Data for processing Start Marker
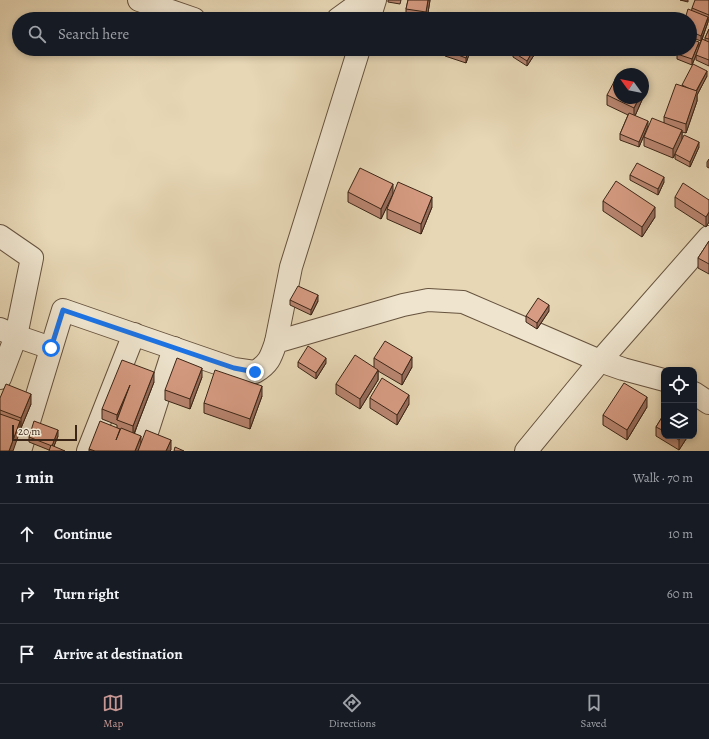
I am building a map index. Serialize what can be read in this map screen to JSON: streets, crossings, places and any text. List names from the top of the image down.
{
  "scale_bar": "20 m",
  "north": "top left",
  "page": {
    "search": "Search here",
    "scale": "20 m",
    "heading": ["1 min", "Walk · 70 m"],
    "list": [
      ["Continue", "10 m"],
      ["Turn right", "60 m"],
      "Arrive at destination"
    ],
    "nav": ["Map", "Directions", "Saved"]
  }
}
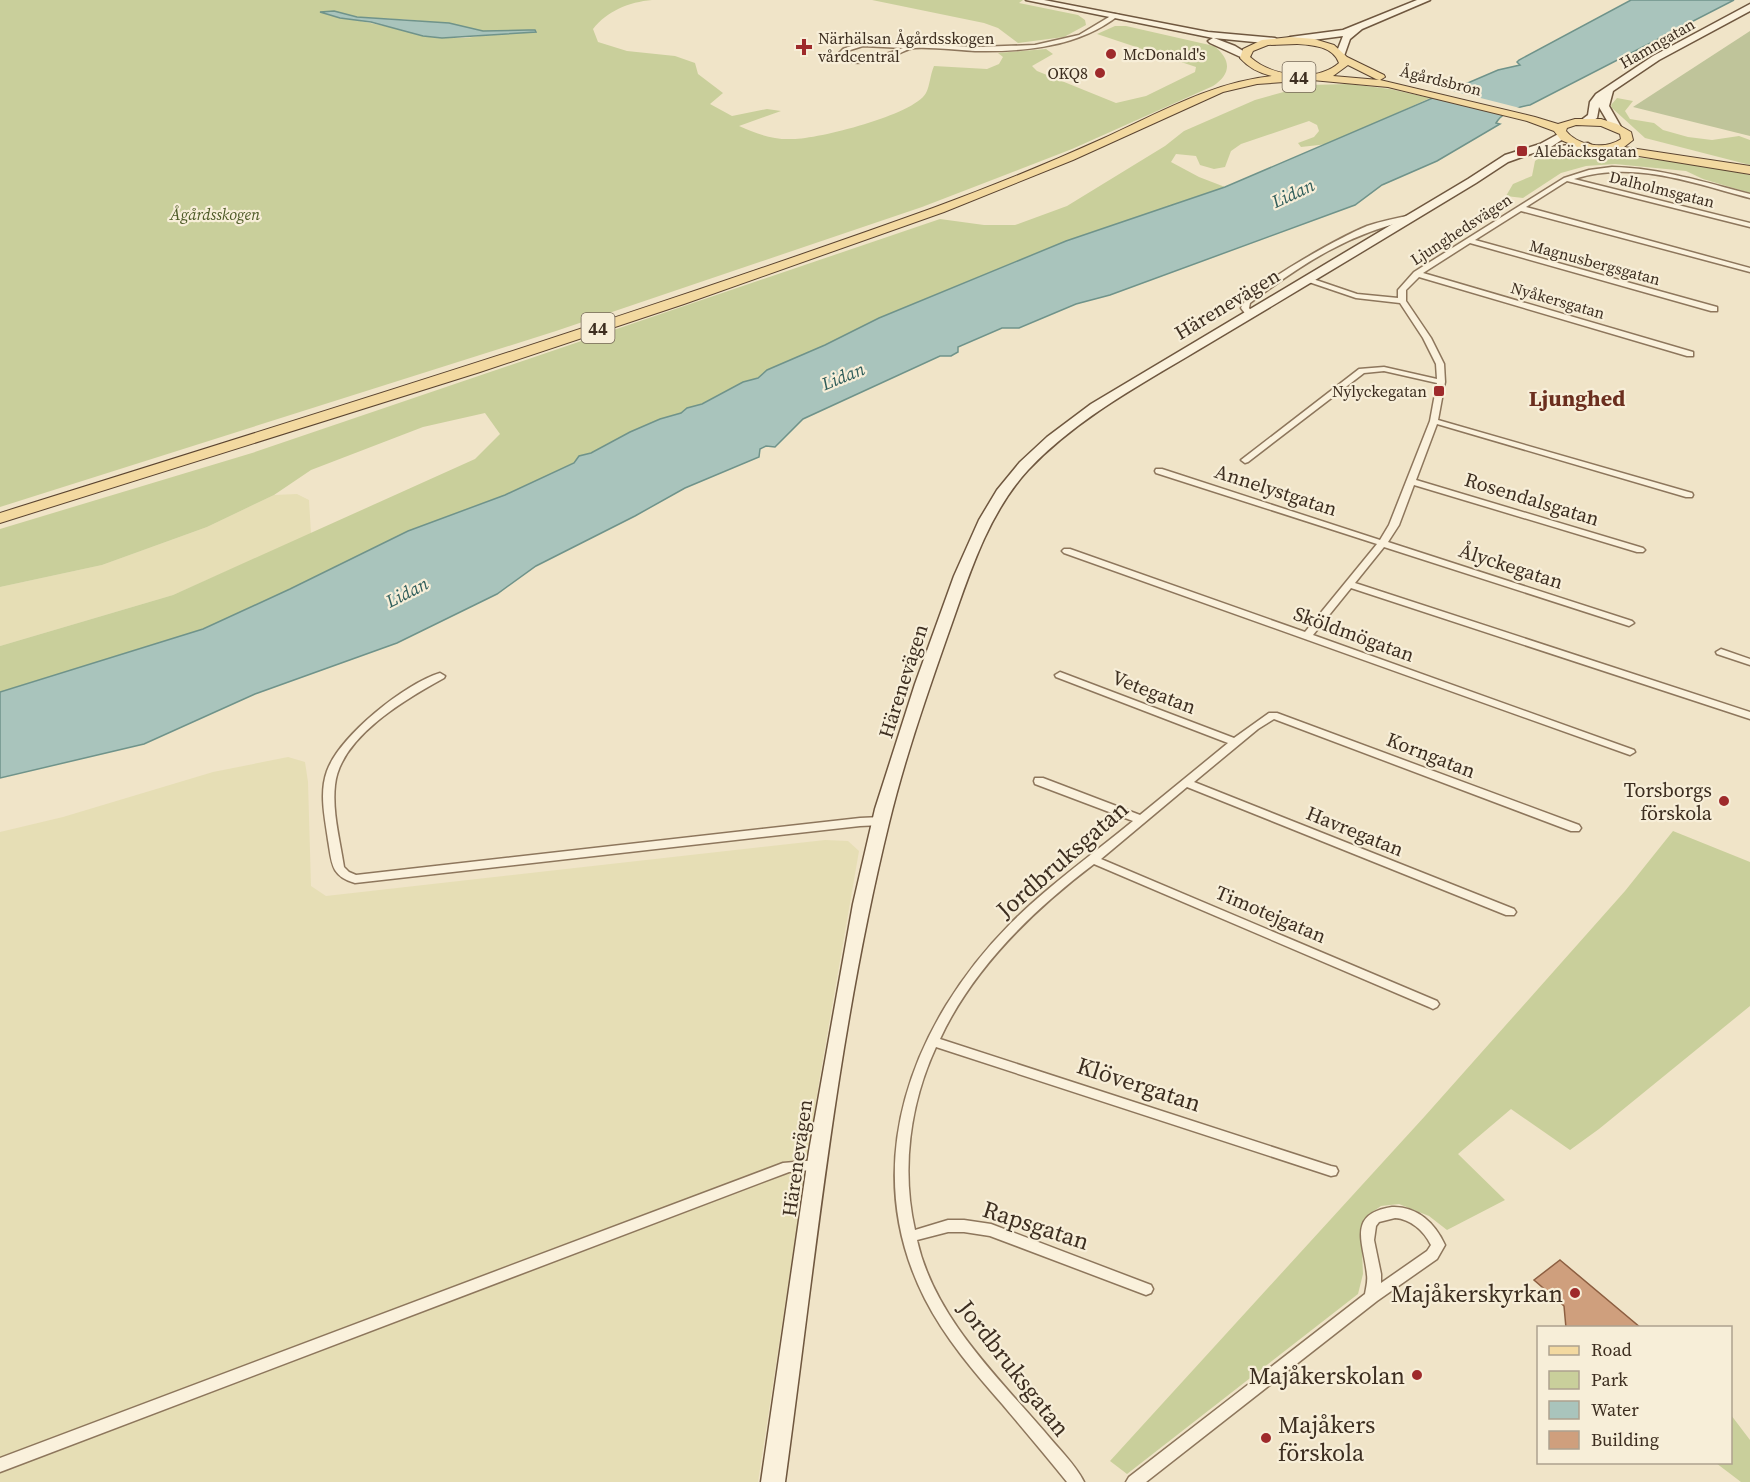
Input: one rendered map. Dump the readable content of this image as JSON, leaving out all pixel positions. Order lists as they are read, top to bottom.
{
  "streets": {
    "main road": ["44", "Ågårdsbron"],
    "street": [
      "Hamngatan",
      "Dalholmsgatan",
      "Ljunghedsvägen",
      "Magnusbergsgatan",
      "Nyåkersgatan",
      "Härenevägen",
      "Annelystgatan",
      "Rosendalsgatan",
      "Ålyckegatan",
      "Sköldmögatan",
      "Vetegatan",
      "Korngatan",
      "Havregatan",
      "Jordbruksgatan",
      "Timotejgatan",
      "Klövergatan",
      "Rapsgatan"
    ]
  },
  "crossings": [
    ["Hamngatan", "44"],
    ["Hamngatan", "Ågårdsbron"],
    ["44", "Ågårdsbron"],
    ["44", "Härenevägen"],
    ["Ågårdsbron", "Härenevägen"],
    ["Dalholmsgatan", "Ljunghedsvägen"],
    ["Ljunghedsvägen", "Magnusbergsgatan"],
    ["Ljunghedsvägen", "Nyåkersgatan"],
    ["Annelystgatan", "Ålyckegatan"],
    ["Vetegatan", "Jordbruksgatan"],
    ["Korngatan", "Jordbruksgatan"],
    ["Havregatan", "Jordbruksgatan"],
    ["Jordbruksgatan", "Timotejgatan"],
    ["Jordbruksgatan", "Klövergatan"],
    ["Jordbruksgatan", "Rapsgatan"]
  ],
  "districts": ["Ljunghed"],
  "water": ["Lidan"],
  "parks": ["Ågårdsskogen"],
  "places": {
    "health": ["Närhälsan Ågårdsskogen vårdcentral"],
    "other": [
      "McDonald's",
      "OKQ8",
      "Torsborgs förskola",
      "Majåkerskyrkan",
      "Majåkerskolan",
      "Majåkers förskola"
    ],
    "transit": ["Alebäcksgatan", "Nylyckegatan"]
  },
  "legend": [
    "Road",
    "Park",
    "Water",
    "Building"
  ]
}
Data for processing End Marker
The task> If the word "Jordbruksgatan" is on a line above, return that line.

Answer box>
      "Jordbruksgatan",
    ["Vetegatan", "Jordbruksgatan"],
    ["Korngatan", "Jordbruksgatan"],
    ["Havregatan", "Jordbruksgatan"],
    ["Jordbruksgatan", "Timotejgatan"],
    ["Jordbruksgatan", "Klövergatan"],
    ["Jordbruksgatan", "Rapsgatan"]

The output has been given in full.